"Kalau berbicara Umbu, setiap orang akan berbeda-beda ceritanya. Seolah-olah tak ada habisnya. Itulah uniknya," kata Abenk, pegiat seni dan sastra yang pernah merasakan gemblengan Umbu saat masih kuliah di Universitas Udayana.
Abeng menyebutkan puisi karya Umbu itu hanya berbentuk secarik kertas yang diberikan dan dipaksa untuk menghapal. Tulisannya berupa tulisan tangan yang indah dengan huruf sambung.
Seusai itu, kertas yang diberikan langsung dirobeknya. Menyisakan hapalan larik atau bait puisi di dalam benak Bang Abenk. "Itu uniknya, " katanya menegaskan.
Sehingga tidak salah, dirinya pernah mendengar cerita saat seluruh karya puisi Umbu Landu Paranggi hendak akan diterbitkan di majalah sastra "Horison", lalu "diculik" kembali sebelum dicetak.
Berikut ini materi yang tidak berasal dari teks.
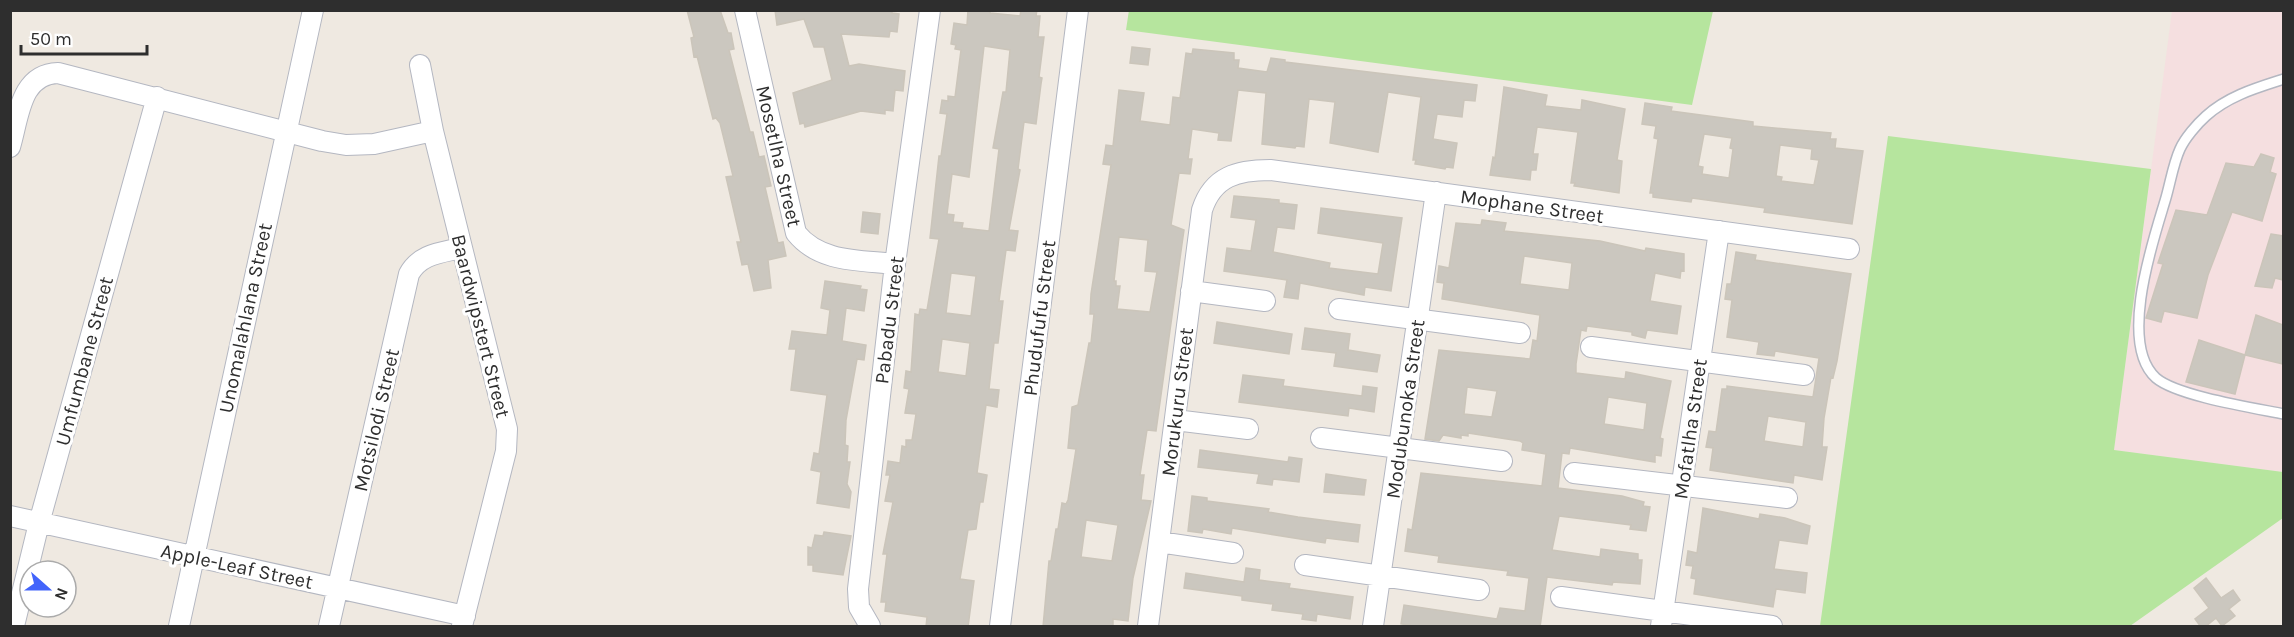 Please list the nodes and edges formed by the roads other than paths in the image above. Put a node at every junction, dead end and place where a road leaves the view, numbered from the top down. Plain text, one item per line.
1 (313, 10) edge
2 (745, 10) edge
3 (930, 10) edge
4 (1078, 10) edge
5 (420, 65) dead end
6 (2283, 79) edge
7 (157, 97) junction
8 (433, 131) junction
9 (285, 132) junction
10 (10, 147) edge
11 (1218, 182) joint
12 (1436, 192) junction
13 (1719, 231) junction
14 (461, 248) junction
15 (1849, 249) dead end
16 (895, 264) junction
17 (1191, 291) junction
18 (1266, 301) dead end
19 (1339, 309) dead end
20 (1418, 320) junction
21 (1520, 333) dead end
22 (1591, 347) dead end
23 (1700, 362) junction
24 (1804, 375) dead end
25 (2283, 414) edge
26 (1175, 420) junction
27 (1248, 429) dead end
28 (1321, 438) dead end
29 (1399, 448) junction
30 (1502, 461) dead end
31 (1574, 473) dead end
32 (1682, 487) junction
33 (1787, 498) dead end
34 (10, 516) edge
35 (39, 523) junction
36 (1159, 542) junction
37 (1233, 553) dead end
38 (194, 557) junction
39 (1305, 565) dead end
40 (1380, 576) junction
41 (337, 589) junction
42 (1479, 590) dead end
43 (1561, 597) dead end
44 (1662, 619) edge
45 (464, 621) edge
46 (1773, 626) edge
47 (14, 627) edge
48 (179, 627) edge
49 (329, 627) edge
50 (870, 627) edge
51 (1000, 627) edge
52 (1148, 627) edge
53 (1373, 627) edge

1 - 9 street, Unomalahlana Street
2 - 16 street, Mosetlha Street
3 - 16 street, Pabadu Street
4 - 51 street, Phudufufu Street
5 - 8 street, Baardwipstert Street
6 - 25 lane
7 - 9 street
7 - 10 street
7 - 35 street, Umfumbane Street
8 - 9 street
8 - 14 street, Baardwipstert Street
9 - 38 street, Unomalahlana Street
11 - 12 street, Mophane Street
11 - 17 street, Morukuru Street
12 - 13 street, Mophane Street
12 - 20 street, Modubunoka Street
13 - 15 street, Mophane Street
13 - 23 street, Mofatlha Street
14 - 41 street, Motsilodi Street
14 - 45 street, Baardwipstert Street
16 - 50 street, Pabadu Street
17 - 18 street
17 - 26 street, Morukuru Street
19 - 20 street
20 - 21 street
20 - 29 street, Modubunoka Street
22 - 23 street
23 - 24 street
23 - 32 street, Mofatlha Street
26 - 27 street
26 - 36 street, Morukuru Street
28 - 29 street
29 - 30 street
29 - 40 street, Modubunoka Street
31 - 32 street
32 - 33 street
32 - 44 street, Mofatlha Street
34 - 35 street, Apple-Leaf Street
35 - 38 street, Apple-Leaf Street
35 - 47 street, Umfumbane Street
36 - 37 street
36 - 52 street, Morukuru Street
38 - 41 street, Apple-Leaf Street
38 - 48 street, Unomalahlana Street
39 - 40 street
40 - 42 street
40 - 53 street, Modubunoka Street
41 - 45 street, Apple-Leaf Street
41 - 49 street, Motsilodi Street
43 - 44 street
44 - 46 street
Ia juga menceritakan dirinya pernah didatangi Umbu Landu Paranggi yang mendapatkan informasi rekan sesama berkegiatan seni dan sastra, Sapardi Djoko Damono tengah berada di Bali.
"Abeng, benar ada Sapardi Djoko Damono. Kenapa kau tidak beritahu aku. Sekarang antarkan aku ke sana, " kata Abenk mengutip omongan Umbu Landu Paranggi.